Last month, I mentioned that I’d once again been in the hot seat, interviewing for a new position at my firm. During the intervening weeks, it has been a situation of “hurry up and wait.” First, the supervisor was on vacation, then they had to interview more people. Then the supervisor took another week off (hey, it’s summer and, you know, kids), and then they had one more interview to do.
Two weeks ago, though, HR called and said they wanted to move forward with my application. That meant checking my references, and that meant talking to my current manager.
“He’s on vacation,” I said, “and really, I’ve only been with him for a couple of weeks, so maybe you should talk to my previous manager.”

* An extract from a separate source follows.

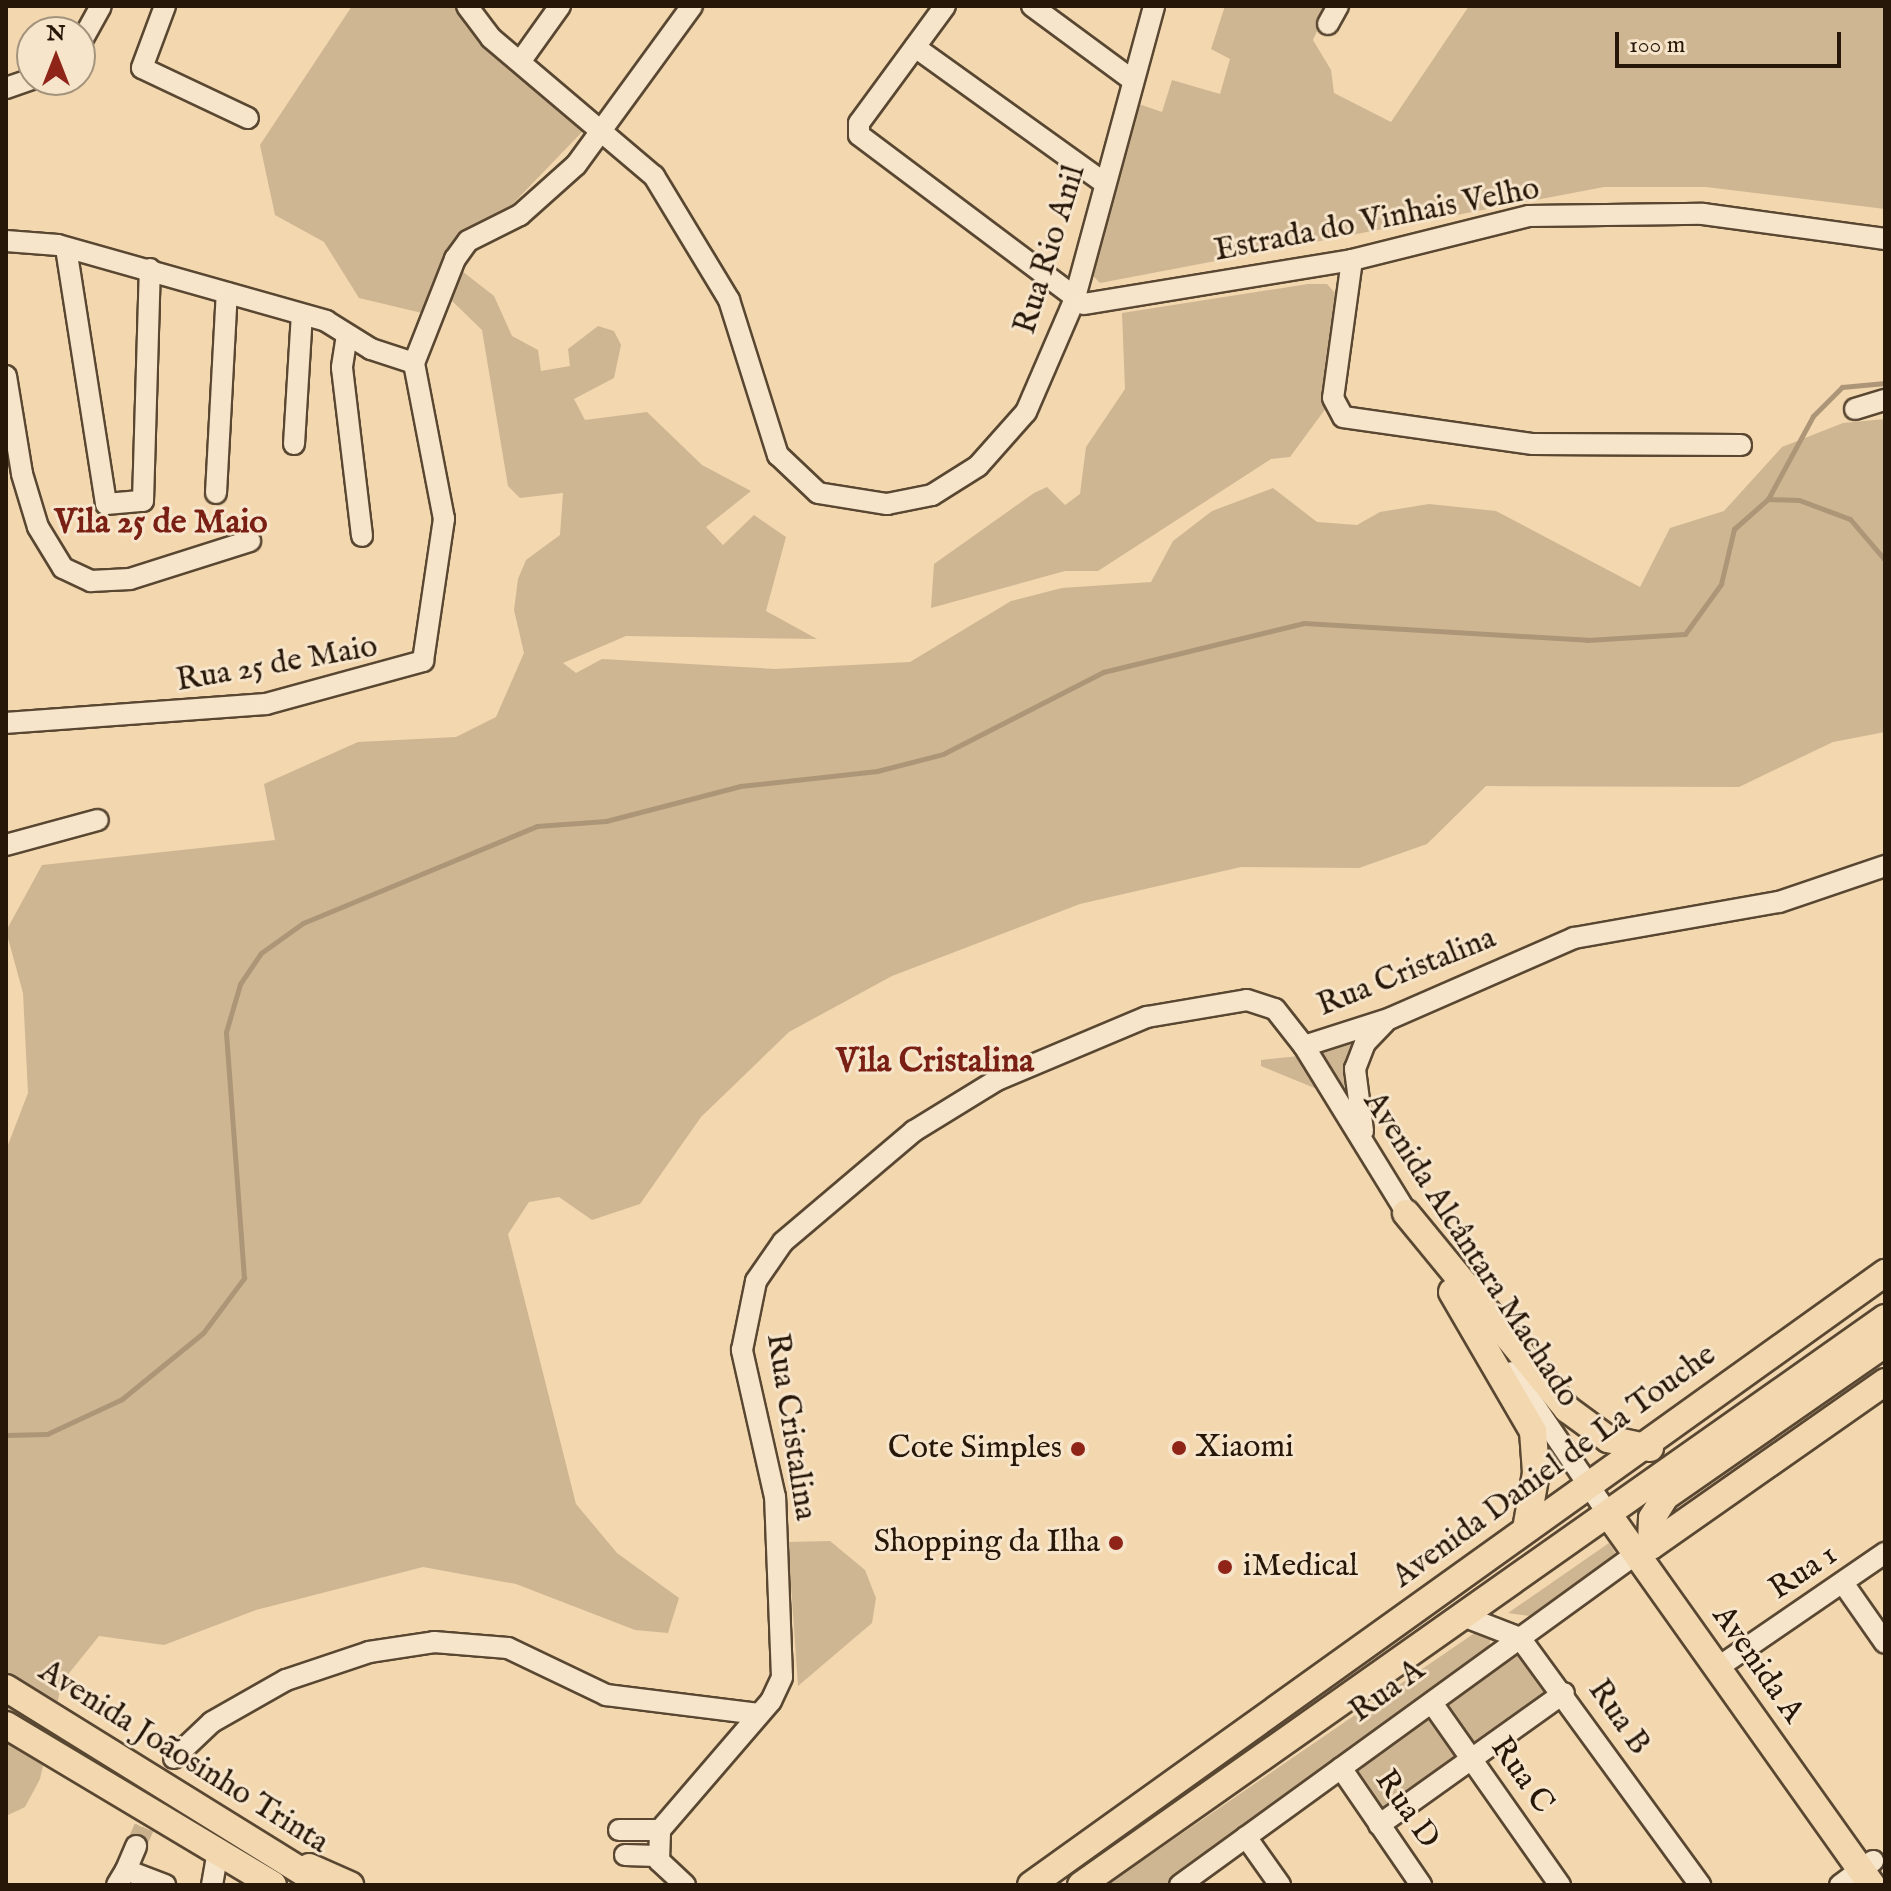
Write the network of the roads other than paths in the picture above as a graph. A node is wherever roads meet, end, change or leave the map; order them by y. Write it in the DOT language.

Nope. Gotta talk to the one currently in charge.
More waiting.
This week, my current manager returned from vacation. He said to HR exactly what I’d said, but instead of pointing them to my previous manager (who’d inherited my team about a year ago), he recommended they talk to the woman who was my manager before that (which is indicative of the general opinion of my previous manager, one with which I wholly concur).
So my two-times-ago manager was contacted (luckily, she wasn’t on vacation), and she wrote up a reference note, sending it back to HR.
That was three days ago.
Without wanting to seem needy or desperate (which is exactly what I was), I emailed HR, asking if there was anything I could do to help things along. “Nope, we’ve got what we need. A decision will be made soon,” they said.
That was two days ago.
Then, today, I noted that the woman who runs the team I’ve applied to was out of the office for the rest of the week.
Perfect, I thought. Effing bloody perfect. I pinged my mole (aka a friend I have on the prospective team).
“Oh, she’s not on vacation,” I was told. “She’s just at HQ in all-day meetings. Let me ping her.”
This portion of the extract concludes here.